Stored dataset items:

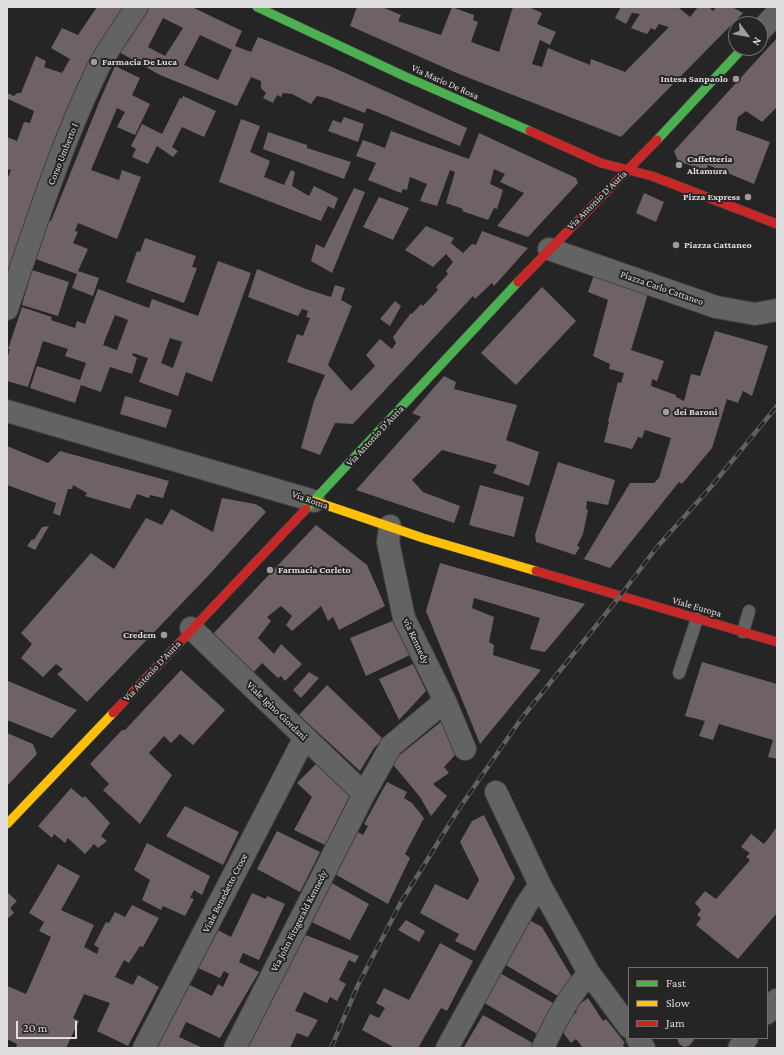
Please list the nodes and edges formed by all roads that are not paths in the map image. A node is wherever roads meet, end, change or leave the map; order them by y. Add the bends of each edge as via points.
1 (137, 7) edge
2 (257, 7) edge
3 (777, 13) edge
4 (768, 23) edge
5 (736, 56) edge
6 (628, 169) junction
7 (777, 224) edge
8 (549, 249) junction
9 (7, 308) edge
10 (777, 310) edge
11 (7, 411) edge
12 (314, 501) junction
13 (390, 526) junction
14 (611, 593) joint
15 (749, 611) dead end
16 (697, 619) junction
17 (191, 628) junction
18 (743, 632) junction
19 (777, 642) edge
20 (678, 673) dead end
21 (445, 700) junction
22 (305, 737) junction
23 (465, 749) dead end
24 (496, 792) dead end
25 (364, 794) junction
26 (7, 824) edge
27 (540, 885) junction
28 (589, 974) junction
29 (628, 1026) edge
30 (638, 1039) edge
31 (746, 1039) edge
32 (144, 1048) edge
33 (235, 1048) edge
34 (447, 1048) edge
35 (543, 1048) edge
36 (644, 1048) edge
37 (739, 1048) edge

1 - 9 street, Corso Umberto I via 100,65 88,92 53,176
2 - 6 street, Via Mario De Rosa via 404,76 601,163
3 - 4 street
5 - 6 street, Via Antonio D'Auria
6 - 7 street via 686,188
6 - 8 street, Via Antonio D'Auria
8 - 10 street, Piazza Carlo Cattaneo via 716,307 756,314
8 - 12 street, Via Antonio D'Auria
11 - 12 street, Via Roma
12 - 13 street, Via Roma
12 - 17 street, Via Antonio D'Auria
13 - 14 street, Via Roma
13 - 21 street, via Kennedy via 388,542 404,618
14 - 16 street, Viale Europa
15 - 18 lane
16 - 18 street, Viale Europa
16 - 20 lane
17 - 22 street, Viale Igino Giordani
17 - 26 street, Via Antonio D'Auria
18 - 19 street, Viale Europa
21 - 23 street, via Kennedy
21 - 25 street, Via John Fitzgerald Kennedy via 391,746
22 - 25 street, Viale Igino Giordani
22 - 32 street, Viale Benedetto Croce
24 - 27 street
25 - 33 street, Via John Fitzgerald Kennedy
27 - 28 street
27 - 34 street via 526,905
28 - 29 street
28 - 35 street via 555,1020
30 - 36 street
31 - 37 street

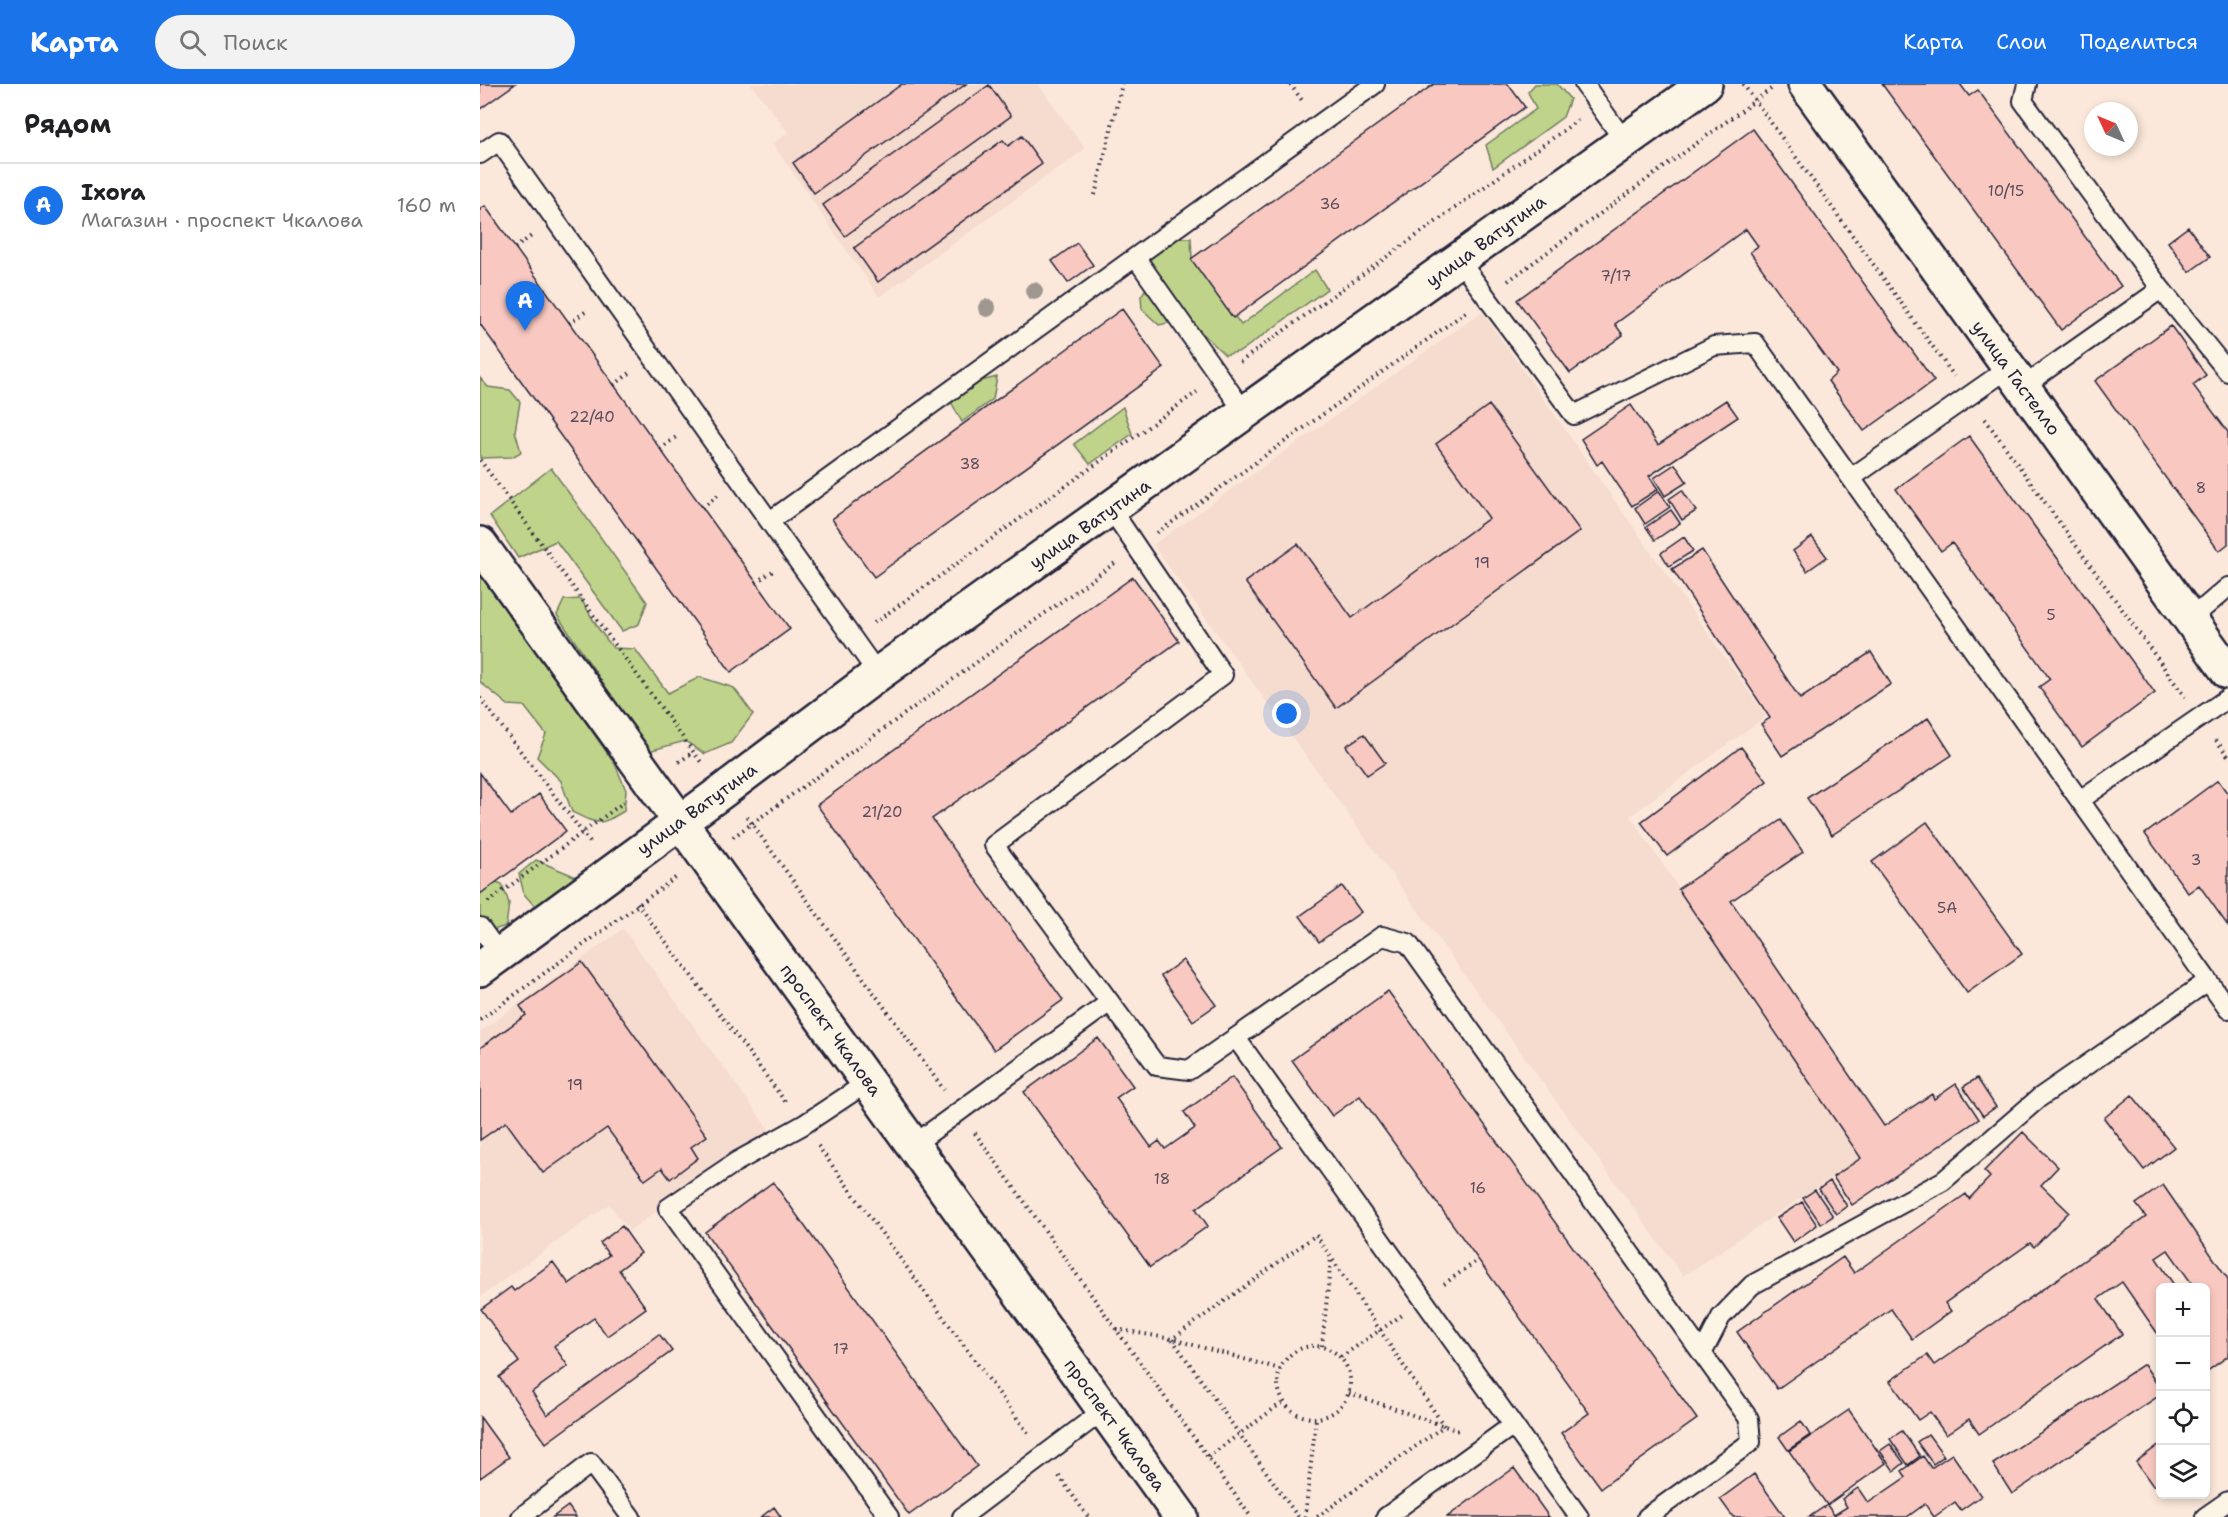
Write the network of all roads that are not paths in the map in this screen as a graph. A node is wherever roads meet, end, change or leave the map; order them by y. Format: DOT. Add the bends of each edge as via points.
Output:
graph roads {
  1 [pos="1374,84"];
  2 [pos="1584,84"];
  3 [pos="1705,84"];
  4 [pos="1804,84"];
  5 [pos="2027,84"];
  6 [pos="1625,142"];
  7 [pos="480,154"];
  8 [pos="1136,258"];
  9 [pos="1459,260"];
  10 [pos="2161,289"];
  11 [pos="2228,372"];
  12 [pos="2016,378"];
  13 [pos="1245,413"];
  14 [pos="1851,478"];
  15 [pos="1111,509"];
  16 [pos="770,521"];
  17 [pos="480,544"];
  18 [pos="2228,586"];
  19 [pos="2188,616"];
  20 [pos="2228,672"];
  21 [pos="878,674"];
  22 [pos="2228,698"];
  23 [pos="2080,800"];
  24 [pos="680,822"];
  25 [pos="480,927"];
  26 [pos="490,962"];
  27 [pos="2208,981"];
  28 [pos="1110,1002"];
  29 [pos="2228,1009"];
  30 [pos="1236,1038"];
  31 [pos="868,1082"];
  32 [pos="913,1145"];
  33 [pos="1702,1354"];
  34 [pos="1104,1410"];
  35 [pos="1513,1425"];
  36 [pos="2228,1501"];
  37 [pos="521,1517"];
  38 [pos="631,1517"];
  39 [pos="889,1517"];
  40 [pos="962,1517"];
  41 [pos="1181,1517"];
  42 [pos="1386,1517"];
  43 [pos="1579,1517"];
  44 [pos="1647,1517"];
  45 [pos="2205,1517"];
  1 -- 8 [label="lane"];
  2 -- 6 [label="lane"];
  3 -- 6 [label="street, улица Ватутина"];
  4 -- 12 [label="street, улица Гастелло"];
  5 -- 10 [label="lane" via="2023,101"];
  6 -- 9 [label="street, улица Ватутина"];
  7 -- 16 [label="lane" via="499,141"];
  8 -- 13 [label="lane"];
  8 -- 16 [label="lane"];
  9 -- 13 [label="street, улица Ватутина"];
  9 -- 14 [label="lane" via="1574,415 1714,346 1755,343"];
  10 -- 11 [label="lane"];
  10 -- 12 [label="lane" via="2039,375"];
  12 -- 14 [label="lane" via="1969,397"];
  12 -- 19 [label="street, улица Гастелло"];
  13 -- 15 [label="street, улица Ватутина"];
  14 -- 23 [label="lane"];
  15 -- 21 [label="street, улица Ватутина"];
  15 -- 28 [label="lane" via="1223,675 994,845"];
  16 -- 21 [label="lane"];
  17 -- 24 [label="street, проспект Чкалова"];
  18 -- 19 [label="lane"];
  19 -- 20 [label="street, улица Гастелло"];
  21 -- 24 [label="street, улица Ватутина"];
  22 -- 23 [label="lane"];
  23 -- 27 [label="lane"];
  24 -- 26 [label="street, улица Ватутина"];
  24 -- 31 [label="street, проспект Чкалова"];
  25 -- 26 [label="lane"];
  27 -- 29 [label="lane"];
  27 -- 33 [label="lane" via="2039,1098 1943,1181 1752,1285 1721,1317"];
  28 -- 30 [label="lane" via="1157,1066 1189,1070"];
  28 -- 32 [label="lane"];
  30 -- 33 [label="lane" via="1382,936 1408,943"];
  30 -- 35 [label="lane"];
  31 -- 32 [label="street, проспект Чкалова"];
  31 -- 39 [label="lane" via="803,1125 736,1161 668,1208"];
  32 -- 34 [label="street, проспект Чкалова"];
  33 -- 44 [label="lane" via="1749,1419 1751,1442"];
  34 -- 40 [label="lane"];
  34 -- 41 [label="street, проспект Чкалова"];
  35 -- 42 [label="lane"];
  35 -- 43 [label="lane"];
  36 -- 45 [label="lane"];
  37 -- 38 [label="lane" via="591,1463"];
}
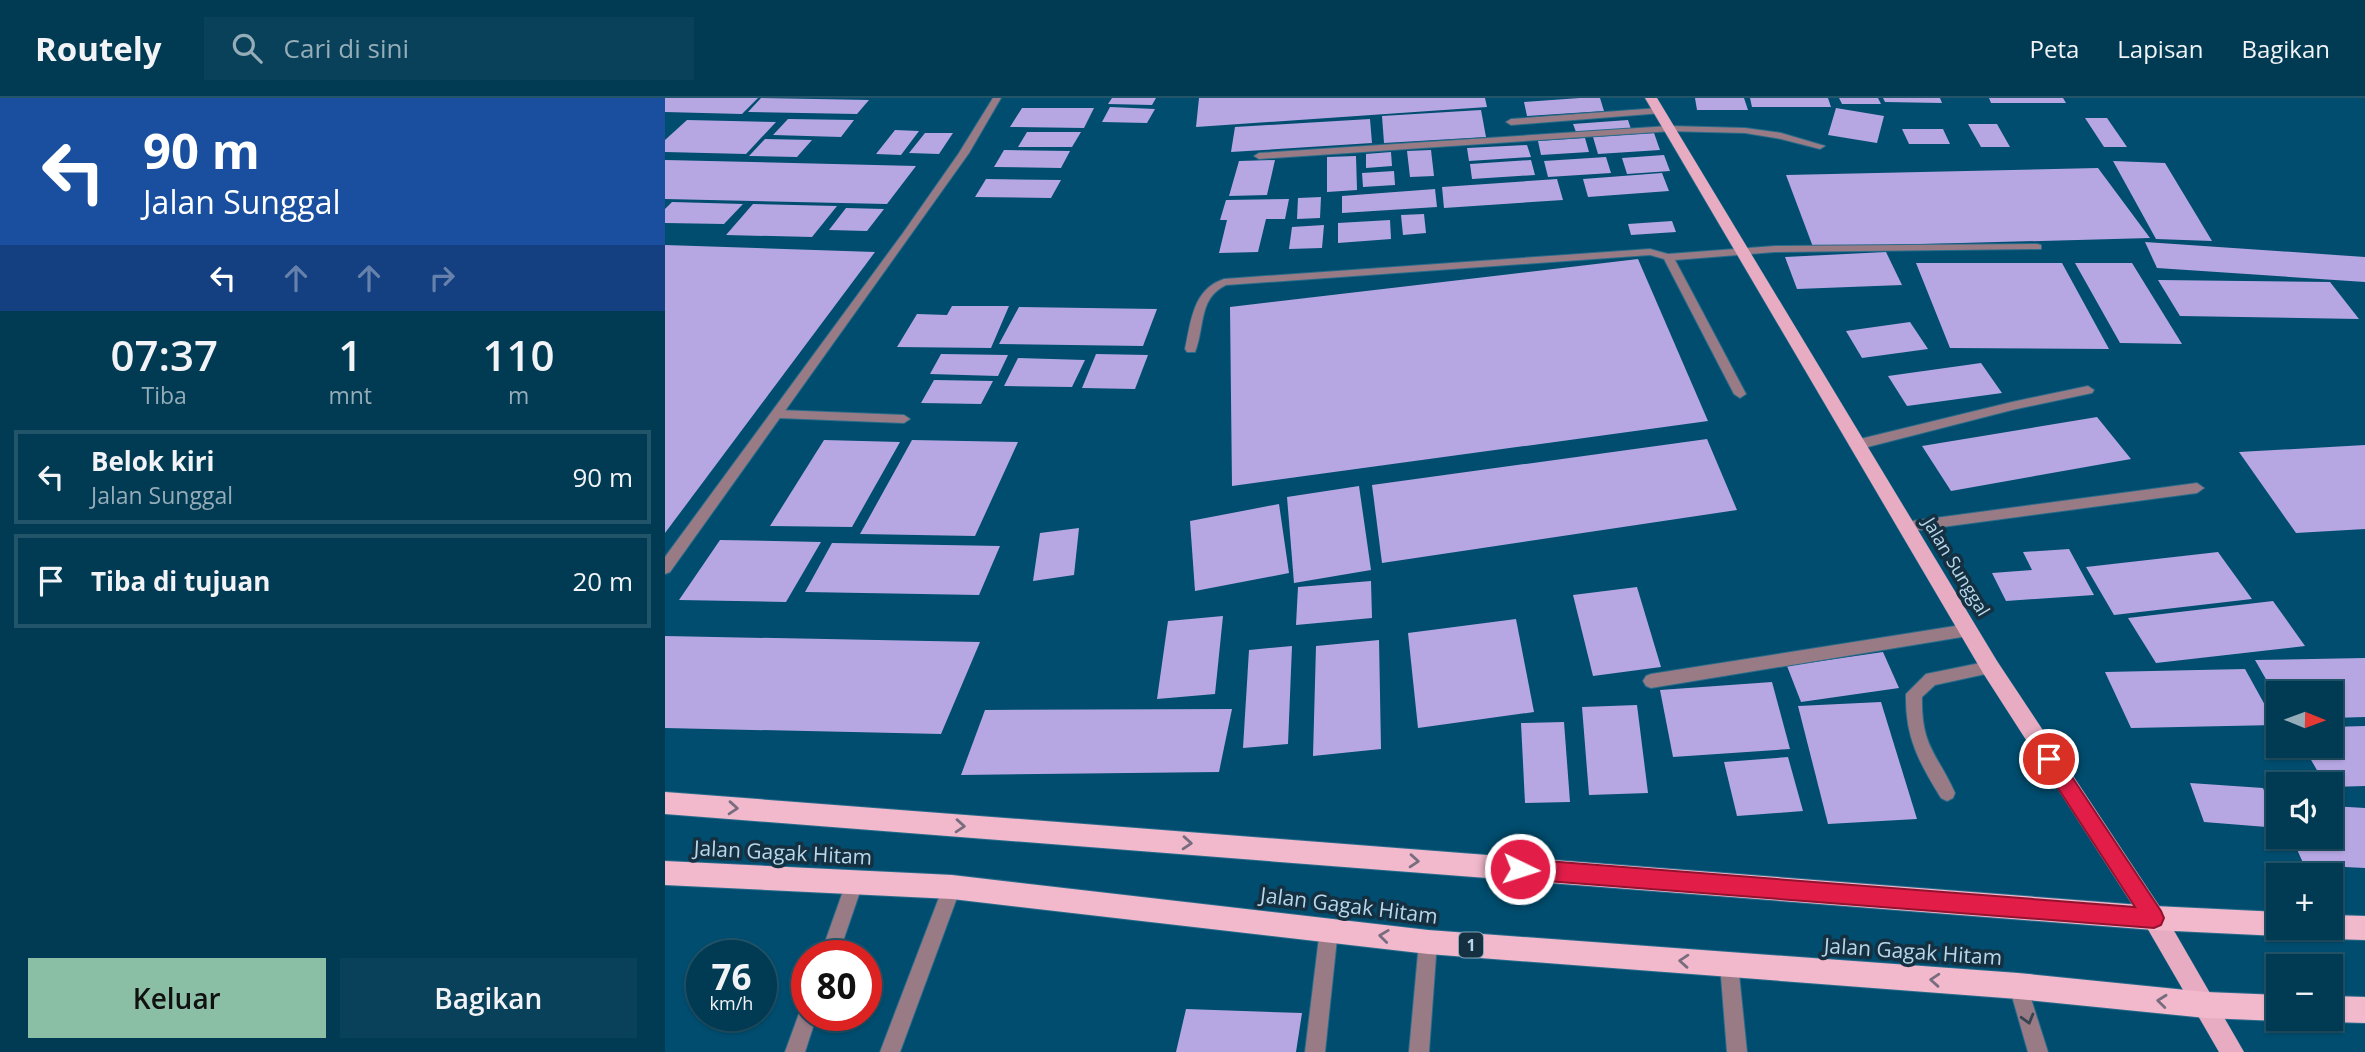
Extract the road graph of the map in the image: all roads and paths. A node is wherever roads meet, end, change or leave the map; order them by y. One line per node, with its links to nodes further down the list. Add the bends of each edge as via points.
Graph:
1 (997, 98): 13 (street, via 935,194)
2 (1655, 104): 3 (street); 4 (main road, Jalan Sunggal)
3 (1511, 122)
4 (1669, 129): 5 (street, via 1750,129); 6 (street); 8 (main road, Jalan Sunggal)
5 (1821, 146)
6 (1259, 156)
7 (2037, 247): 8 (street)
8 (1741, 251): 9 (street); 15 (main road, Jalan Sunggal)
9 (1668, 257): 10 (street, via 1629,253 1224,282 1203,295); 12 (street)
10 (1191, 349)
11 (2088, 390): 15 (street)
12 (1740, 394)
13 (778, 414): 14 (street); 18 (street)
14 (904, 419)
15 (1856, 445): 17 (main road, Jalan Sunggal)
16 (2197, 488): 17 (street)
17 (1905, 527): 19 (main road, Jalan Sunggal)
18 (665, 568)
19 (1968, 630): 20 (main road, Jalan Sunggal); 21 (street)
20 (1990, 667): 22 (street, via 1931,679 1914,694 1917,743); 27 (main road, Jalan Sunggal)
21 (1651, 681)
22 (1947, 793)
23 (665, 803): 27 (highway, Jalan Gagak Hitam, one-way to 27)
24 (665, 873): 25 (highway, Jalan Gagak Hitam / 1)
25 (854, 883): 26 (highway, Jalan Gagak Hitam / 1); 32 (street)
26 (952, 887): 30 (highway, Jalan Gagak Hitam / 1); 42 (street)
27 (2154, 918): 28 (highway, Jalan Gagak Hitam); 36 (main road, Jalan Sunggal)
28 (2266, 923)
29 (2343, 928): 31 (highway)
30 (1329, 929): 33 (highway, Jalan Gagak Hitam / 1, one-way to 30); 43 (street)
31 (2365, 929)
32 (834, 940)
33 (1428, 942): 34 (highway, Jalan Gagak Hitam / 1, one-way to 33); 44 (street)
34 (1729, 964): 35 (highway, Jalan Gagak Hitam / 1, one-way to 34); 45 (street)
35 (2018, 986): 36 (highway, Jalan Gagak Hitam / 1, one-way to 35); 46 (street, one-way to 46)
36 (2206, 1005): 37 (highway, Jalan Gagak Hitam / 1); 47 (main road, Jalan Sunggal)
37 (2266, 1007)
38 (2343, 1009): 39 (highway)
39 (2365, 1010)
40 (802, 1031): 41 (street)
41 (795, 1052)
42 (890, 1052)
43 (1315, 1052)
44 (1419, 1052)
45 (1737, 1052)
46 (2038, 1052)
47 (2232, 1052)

EXERCISE GOAL »
Each line above that contains the string "main" should be copied.

ANSWER TO THE PROBLEM »
2 (1655, 104): 3 (street); 4 (main road, Jalan Sunggal)
4 (1669, 129): 5 (street, via 1750,129); 6 (street); 8 (main road, Jalan Sunggal)
8 (1741, 251): 9 (street); 15 (main road, Jalan Sunggal)
15 (1856, 445): 17 (main road, Jalan Sunggal)
17 (1905, 527): 19 (main road, Jalan Sunggal)
19 (1968, 630): 20 (main road, Jalan Sunggal); 21 (street)
20 (1990, 667): 22 (street, via 1931,679 1914,694 1917,743); 27 (main road, Jalan Sunggal)
27 (2154, 918): 28 (highway, Jalan Gagak Hitam); 36 (main road, Jalan Sunggal)
36 (2206, 1005): 37 (highway, Jalan Gagak Hitam / 1); 47 (main road, Jalan Sunggal)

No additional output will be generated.